▶ Task material

═══

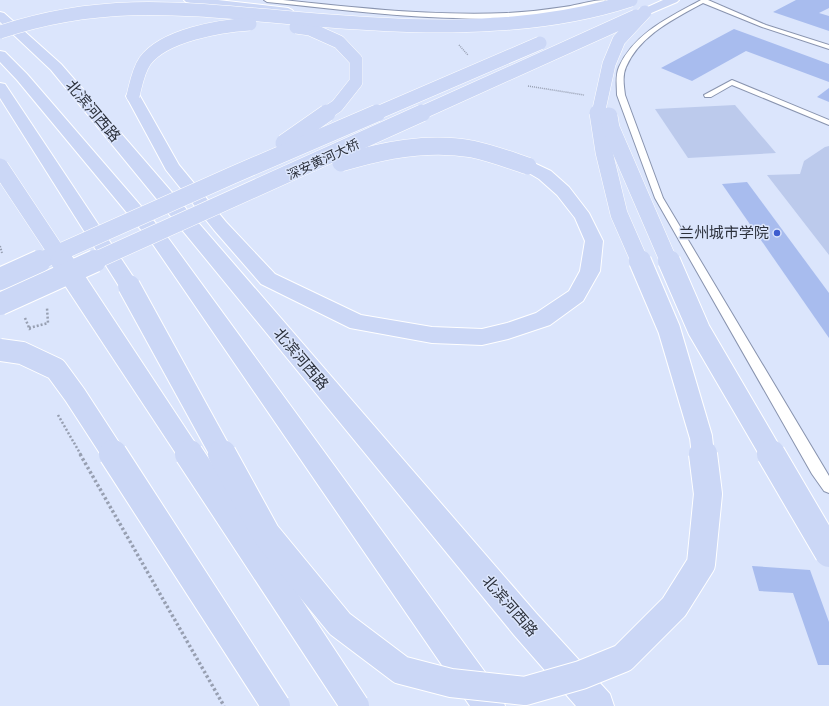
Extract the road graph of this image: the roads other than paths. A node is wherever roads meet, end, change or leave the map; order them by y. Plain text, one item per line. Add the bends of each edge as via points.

═══

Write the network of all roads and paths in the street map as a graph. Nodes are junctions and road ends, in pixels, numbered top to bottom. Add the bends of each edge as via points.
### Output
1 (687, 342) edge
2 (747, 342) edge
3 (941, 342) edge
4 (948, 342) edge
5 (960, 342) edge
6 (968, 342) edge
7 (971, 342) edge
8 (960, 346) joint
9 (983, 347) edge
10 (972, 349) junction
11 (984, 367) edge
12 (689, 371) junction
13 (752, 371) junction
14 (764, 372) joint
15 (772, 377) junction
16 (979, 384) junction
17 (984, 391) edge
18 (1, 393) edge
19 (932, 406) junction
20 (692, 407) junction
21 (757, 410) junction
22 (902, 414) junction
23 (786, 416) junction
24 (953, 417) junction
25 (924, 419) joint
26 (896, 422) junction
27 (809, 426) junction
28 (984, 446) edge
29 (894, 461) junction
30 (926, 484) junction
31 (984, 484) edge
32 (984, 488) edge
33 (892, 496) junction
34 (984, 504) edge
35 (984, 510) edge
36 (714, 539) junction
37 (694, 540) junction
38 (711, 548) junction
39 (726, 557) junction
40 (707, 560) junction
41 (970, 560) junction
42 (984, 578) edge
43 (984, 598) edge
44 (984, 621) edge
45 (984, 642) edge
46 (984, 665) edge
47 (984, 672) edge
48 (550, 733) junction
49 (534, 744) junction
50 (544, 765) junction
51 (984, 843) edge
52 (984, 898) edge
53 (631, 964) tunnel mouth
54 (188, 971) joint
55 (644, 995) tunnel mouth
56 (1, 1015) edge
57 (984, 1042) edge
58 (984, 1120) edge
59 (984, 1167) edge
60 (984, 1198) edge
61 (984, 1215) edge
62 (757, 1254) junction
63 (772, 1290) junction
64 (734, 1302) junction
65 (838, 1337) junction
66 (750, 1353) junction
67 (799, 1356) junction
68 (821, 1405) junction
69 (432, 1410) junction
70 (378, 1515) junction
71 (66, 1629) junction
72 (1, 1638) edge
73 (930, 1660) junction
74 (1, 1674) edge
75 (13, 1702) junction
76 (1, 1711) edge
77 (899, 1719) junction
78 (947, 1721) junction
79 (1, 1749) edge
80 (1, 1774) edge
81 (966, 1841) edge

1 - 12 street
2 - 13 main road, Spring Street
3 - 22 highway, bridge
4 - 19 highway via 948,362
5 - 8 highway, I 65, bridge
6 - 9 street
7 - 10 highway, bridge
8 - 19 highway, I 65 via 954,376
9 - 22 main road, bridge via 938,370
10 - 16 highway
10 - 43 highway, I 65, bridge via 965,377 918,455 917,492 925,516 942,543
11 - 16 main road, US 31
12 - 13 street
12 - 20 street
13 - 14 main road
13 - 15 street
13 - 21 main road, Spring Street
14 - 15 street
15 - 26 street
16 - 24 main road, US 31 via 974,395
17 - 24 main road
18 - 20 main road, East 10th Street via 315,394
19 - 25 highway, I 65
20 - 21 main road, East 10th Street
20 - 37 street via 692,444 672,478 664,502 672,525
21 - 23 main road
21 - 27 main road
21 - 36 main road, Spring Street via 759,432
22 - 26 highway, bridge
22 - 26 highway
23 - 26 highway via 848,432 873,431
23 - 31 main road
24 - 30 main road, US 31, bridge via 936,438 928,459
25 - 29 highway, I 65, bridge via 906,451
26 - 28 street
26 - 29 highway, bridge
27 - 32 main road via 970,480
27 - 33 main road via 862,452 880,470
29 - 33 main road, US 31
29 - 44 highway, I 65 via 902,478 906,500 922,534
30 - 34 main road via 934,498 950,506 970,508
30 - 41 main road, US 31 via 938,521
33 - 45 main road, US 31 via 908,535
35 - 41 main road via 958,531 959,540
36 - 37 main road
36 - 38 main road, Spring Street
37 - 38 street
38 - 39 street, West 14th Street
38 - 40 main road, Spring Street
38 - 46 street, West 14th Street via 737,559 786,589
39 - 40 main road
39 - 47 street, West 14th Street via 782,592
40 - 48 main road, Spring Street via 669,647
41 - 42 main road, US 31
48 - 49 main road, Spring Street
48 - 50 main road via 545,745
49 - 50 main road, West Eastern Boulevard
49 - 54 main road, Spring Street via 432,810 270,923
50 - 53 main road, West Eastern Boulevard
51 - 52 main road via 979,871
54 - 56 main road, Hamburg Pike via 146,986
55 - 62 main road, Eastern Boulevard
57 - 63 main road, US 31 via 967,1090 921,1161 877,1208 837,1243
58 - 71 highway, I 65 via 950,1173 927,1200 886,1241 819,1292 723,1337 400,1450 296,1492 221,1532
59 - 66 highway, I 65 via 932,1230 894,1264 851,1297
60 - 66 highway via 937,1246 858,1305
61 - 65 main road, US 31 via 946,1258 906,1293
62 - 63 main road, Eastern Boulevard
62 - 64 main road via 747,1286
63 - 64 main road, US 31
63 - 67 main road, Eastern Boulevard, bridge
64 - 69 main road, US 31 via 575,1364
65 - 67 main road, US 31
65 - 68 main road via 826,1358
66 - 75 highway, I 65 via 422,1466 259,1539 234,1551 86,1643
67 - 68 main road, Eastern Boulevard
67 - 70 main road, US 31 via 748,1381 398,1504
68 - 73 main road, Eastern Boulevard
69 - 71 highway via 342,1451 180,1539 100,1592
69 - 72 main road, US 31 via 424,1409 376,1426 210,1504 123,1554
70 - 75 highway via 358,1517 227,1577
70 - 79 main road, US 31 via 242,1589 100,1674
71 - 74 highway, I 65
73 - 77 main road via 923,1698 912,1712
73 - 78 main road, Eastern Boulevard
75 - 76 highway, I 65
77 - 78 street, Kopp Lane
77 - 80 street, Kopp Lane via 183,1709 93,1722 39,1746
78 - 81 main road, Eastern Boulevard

═══

▶ What the task requires
Going through the material, find each line with the string "points". Then state only how many there are.

▶ Written solution
2